Page MenuHomeMiraheze

cp7 load check flapping
Closed, ResolvedPublic

Description

The check for load on cp7 is flapping constantly

@Paladox said this is due to it being on a HDD

We shouldn't have critical notifications going off inappropiately for multiple reasons.

If the check isn't appropiate for a HDD server, it needs moving to a new appropitate one.

Event Timeline

RhinosF1 triaged this task as High priority.Jun 15 2020, 21:02
RhinosF1 created this task.
Paladox lowered the priority of this task from High to Normal.Jun 15 2020, 21:21
Paladox added subscribers: John, Southparkfan.

@John / @Southparkfan thoughts?

John added a comment.Jun 16 2020, 02:15

HDD or SSD, a load warning is a warning. It should not be happening.

@John maybe you have ideas on how to resolve this?

John added a comment.EditedJun 16 2020, 04:58

@John maybe you have ideas on how to resolve this?

Decrease CPU utilisation or increase CPU allocation is the typical way to reduce load. Essentially reduce the workload needed to be done by the server. Though this is extremely basic stuff to be known for SRE

This seems to be caused by I/O @John. Increasing CPU will help the check not go off, but won't guarantee stopping it going off as load could go past the check still.
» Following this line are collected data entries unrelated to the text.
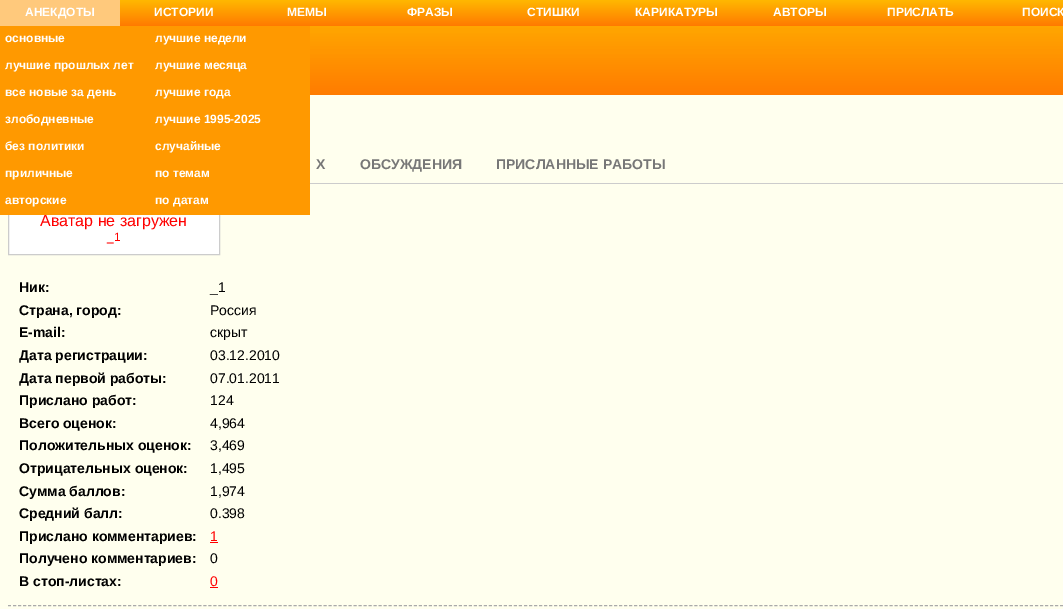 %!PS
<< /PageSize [1063 609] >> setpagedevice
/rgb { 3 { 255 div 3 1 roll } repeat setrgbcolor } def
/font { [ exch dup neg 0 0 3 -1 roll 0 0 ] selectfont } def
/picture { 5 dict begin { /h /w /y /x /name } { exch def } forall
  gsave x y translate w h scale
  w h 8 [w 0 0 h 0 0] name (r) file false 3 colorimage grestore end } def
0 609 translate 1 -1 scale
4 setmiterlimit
255 255 238 rgb
0 0 1063 609 rectfill
gsave 120 0 moveto 1063 0 lineto 1063 26 lineto 120 26 lineto closepath clip newpath
<< /ShadingType 2 /ColorSpace /DeviceRGB /Coords [532 0 532 26] /Extend [true true] /Function << /FunctionType 2 /Domain [0 1] /C0 [1 0.722 0] /C1 [1 0.478 0] /N 1 >> >> shfill grestore
255 201 124 rgb
0 0 120 26 rectfill
255 255 255 rgb
9 215 210 39 rectfill
204 204 204 rgb
8.5 204.5 211 50 rectstroke
255 153 0 rgb
0 26 150 189 rectfill
150 26 160 189 rectfill
(img/1.rgb) 310 26 753 69 picture
204 204 204 rgb
310 183 753 1 rectfill
170 170 170 rgb
[3 2.01] 0 setdash
8 605.5 moveto 1063 605.5 lineto stroke
255 0 0 rgb
210 542 8 1 rectfill
210 587 8 1 rectfill
/LiberationSans-Bold 12 font
255 255 255 rgb
[
  [(АНЕКДОТЫ) 25 16]
  [(основные) 5 42]
  [(лучшие прошлых лет) 5 69]
  [(все новые за день) 5 96]
  [(злободневные) 5 123]
  [(без политики) 5 150]
  [(приличные) 5 177]
  [(авторские) 5 204]
  [(лучшие недели) 155 42]
  [(лучшие месяца) 155 69]
  [(лучшие года) 155 96]
  [(лучшие 1995-2025) 155 123]
  [(случайные) 155 150]
  [(по темам) 155 177]
  [(по датам) 155 204]
  [(ИСТОРИИ) 154 16]
  [(МЕМЫ) 287 16]
  [(ФРАЗЫ) 407 16]
  [(СТИШКИ) 527 16]
  [(КАРИКАТУРЫ) 635 16]
  [(АВТОРЫ) 773 16]
  [(ПРИСЛАТЬ) 887 16]
  [(ПОИСК) 1022 16]
] { aload pop moveto show } forall
/LiberationSans-Bold 14 font
119 119 119 rgb
[
  [(Х) 316 169]
  [(ОБСУЖДЕНИЯ) 360 169]
  [(ПРИСЛАННЫЕ РАБОТЫ) 496 169]
] { aload pop moveto show } forall
/LiberationSans-Regular 16 font
255 0 0 rgb
40 226 moveto (Аватар не загружен) show
/LiberationSans-Regular 12 font
107 241 moveto (_1) show
/LiberationSans-Bold 14 font
0 0 0 rgb
19 292 moveto (Ник:) show
/LiberationSans-Regular 14 font
210 292 moveto (_1) show
/LiberationSans-Bold 14 font
19 315 moveto (Страна, город:) show
/LiberationSans-Regular 14 font
210 315 moveto (Россия) show
/LiberationSans-Bold 14 font
19 337 moveto (E-mail:) show
/LiberationSans-Regular 14 font
210 337 moveto (скрыт) show
/LiberationSans-Bold 14 font
19 360 moveto (Дата регистрации:) show
/LiberationSans-Regular 14 font
210 360 moveto (03.12.2010) show
/LiberationSans-Bold 14 font
19 383 moveto (Дата первой работы:) show
/LiberationSans-Regular 14 font
210 383 moveto (07.01.2011) show
/LiberationSans-Bold 14 font
19 405 moveto (Прислано работ:) show
/LiberationSans-Regular 14 font
210 405 moveto (124) show
/LiberationSans-Bold 14 font
19 428 moveto (Всего оценок:) show
/LiberationSans-Regular 14 font
210 428 moveto (4,964) show
/LiberationSans-Bold 14 font
19 450 moveto (Положительных оценок:) show
/LiberationSans-Regular 14 font
210 450 moveto (3,469) show
/LiberationSans-Bold 14 font
19 473 moveto (Отрицательных оценок:) show
/LiberationSans-Regular 14 font
210 473 moveto (1,495) show
/LiberationSans-Bold 14 font
19 496 moveto (Сумма баллов:) show
/LiberationSans-Regular 14 font
210 496 moveto (1,974) show
/LiberationSans-Bold 14 font
19 518 moveto (Средний балл:) show
/LiberationSans-Regular 14 font
210 518 moveto (0.398) show
/LiberationSans-Bold 14 font
19 541 moveto (Прислано комментариев:) show
/LiberationSans-Regular 14 font
255 0 0 rgb
210 541 moveto (1) show
/LiberationSans-Bold 14 font
0 0 0 rgb
19 563 moveto (Получено комментариев:) show
/LiberationSans-Regular 14 font
210 563 moveto (0) show
/LiberationSans-Bold 14 font
19 586 moveto (В стоп-листах:) show
/LiberationSans-Regular 14 font
255 0 0 rgb
210 586 moveto (0) show
showpage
I guess we could try upping cp6/7 to 3 cores or even 4.

John added a comment.Jun 16 2020, 15:05

So then I/O is the issue. So then workload is the issue.

I have moved the SHM log to RAM, so we should have reduced the I/O on most of the cache proxies. Is the result satisfactory?

I have moved the SHM log to RAM, so we should have reduced the I/O on most of the cache proxies. Is the result satisfactory?

Let's give it 24 hours and see how busy the service history logs are https://icinga.miraheze.org/monitoring/service/history?host=cp7&service=cp7%20Current%20Load

RhinosF1 closed this task as Resolved.Jun 18 2020, 17:07

Looks fine now